DATA TO PROCESS:
# # # # #

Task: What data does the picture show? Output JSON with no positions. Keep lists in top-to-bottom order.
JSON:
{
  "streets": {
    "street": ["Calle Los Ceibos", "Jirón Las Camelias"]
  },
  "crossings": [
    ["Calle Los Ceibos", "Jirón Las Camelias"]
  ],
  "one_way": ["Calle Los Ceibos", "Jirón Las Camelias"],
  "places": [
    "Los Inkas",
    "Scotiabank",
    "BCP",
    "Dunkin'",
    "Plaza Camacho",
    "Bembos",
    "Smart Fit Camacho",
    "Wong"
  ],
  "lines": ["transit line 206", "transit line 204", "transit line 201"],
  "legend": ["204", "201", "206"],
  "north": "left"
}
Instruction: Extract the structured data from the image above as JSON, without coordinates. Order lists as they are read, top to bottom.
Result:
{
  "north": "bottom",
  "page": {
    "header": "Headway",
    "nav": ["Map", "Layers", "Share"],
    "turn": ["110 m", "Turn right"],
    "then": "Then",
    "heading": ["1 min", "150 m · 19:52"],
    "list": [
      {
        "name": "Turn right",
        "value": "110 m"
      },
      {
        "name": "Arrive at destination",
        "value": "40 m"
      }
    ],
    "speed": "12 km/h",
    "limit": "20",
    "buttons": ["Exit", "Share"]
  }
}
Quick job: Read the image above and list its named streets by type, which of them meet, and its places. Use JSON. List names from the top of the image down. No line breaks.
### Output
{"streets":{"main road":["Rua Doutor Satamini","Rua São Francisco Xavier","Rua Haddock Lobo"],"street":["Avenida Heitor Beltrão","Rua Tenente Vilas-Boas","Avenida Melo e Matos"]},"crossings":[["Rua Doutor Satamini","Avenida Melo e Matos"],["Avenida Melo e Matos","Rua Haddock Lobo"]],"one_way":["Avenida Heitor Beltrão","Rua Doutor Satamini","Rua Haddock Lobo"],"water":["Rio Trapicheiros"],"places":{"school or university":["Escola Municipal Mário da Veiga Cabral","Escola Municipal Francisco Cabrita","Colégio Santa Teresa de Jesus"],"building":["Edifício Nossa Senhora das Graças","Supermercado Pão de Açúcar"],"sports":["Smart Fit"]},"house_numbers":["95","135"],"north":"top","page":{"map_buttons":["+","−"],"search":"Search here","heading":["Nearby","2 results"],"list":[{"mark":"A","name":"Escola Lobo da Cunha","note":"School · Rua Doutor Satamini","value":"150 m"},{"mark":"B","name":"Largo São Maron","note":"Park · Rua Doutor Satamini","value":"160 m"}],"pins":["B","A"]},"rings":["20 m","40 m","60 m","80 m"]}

# # # # #

TASK:
Reproduce the material in full. Keep it identical to the original.

ANSWER TO THIS PROBLEM:
Task: What data does the picture show? Output JSON with no positions. Keep lists in top-to-bottom order.
JSON:
{
  "streets": {
    "street": ["Calle Los Ceibos", "Jirón Las Camelias"]
  },
  "crossings": [
    ["Calle Los Ceibos", "Jirón Las Camelias"]
  ],
  "one_way": ["Calle Los Ceibos", "Jirón Las Camelias"],
  "places": [
    "Los Inkas",
    "Scotiabank",
    "BCP",
    "Dunkin'",
    "Plaza Camacho",
    "Bembos",
    "Smart Fit Camacho",
    "Wong"
  ],
  "lines": ["transit line 206", "transit line 204", "transit line 201"],
  "legend": ["204", "201", "206"],
  "north": "left"
}
Instruction: Extract the structured data from the image above as JSON, without coordinates. Order lists as they are read, top to bottom.
Result:
{
  "north": "bottom",
  "page": {
    "header": "Headway",
    "nav": ["Map", "Layers", "Share"],
    "turn": ["110 m", "Turn right"],
    "then": "Then",
    "heading": ["1 min", "150 m · 19:52"],
    "list": [
      {
        "name": "Turn right",
        "value": "110 m"
      },
      {
        "name": "Arrive at destination",
        "value": "40 m"
      }
    ],
    "speed": "12 km/h",
    "limit": "20",
    "buttons": ["Exit", "Share"]
  }
}
Quick job: Read the image above and list its named streets by type, which of them meet, and its places. Use JSON. List names from the top of the image down. No line breaks.
### Output
{"streets":{"main road":["Rua Doutor Satamini","Rua São Francisco Xavier","Rua Haddock Lobo"],"street":["Avenida Heitor Beltrão","Rua Tenente Vilas-Boas","Avenida Melo e Matos"]},"crossings":[["Rua Doutor Satamini","Avenida Melo e Matos"],["Avenida Melo e Matos","Rua Haddock Lobo"]],"one_way":["Avenida Heitor Beltrão","Rua Doutor Satamini","Rua Haddock Lobo"],"water":["Rio Trapicheiros"],"places":{"school or university":["Escola Municipal Mário da Veiga Cabral","Escola Municipal Francisco Cabrita","Colégio Santa Teresa de Jesus"],"building":["Edifício Nossa Senhora das Graças","Supermercado Pão de Açúcar"],"sports":["Smart Fit"]},"house_numbers":["95","135"],"north":"top","page":{"map_buttons":["+","−"],"search":"Search here","heading":["Nearby","2 results"],"list":[{"mark":"A","name":"Escola Lobo da Cunha","note":"School · Rua Doutor Satamini","value":"150 m"},{"mark":"B","name":"Largo São Maron","note":"Park · Rua Doutor Satamini","value":"160 m"}],"pins":["B","A"]},"rings":["20 m","40 m","60 m","80 m"]}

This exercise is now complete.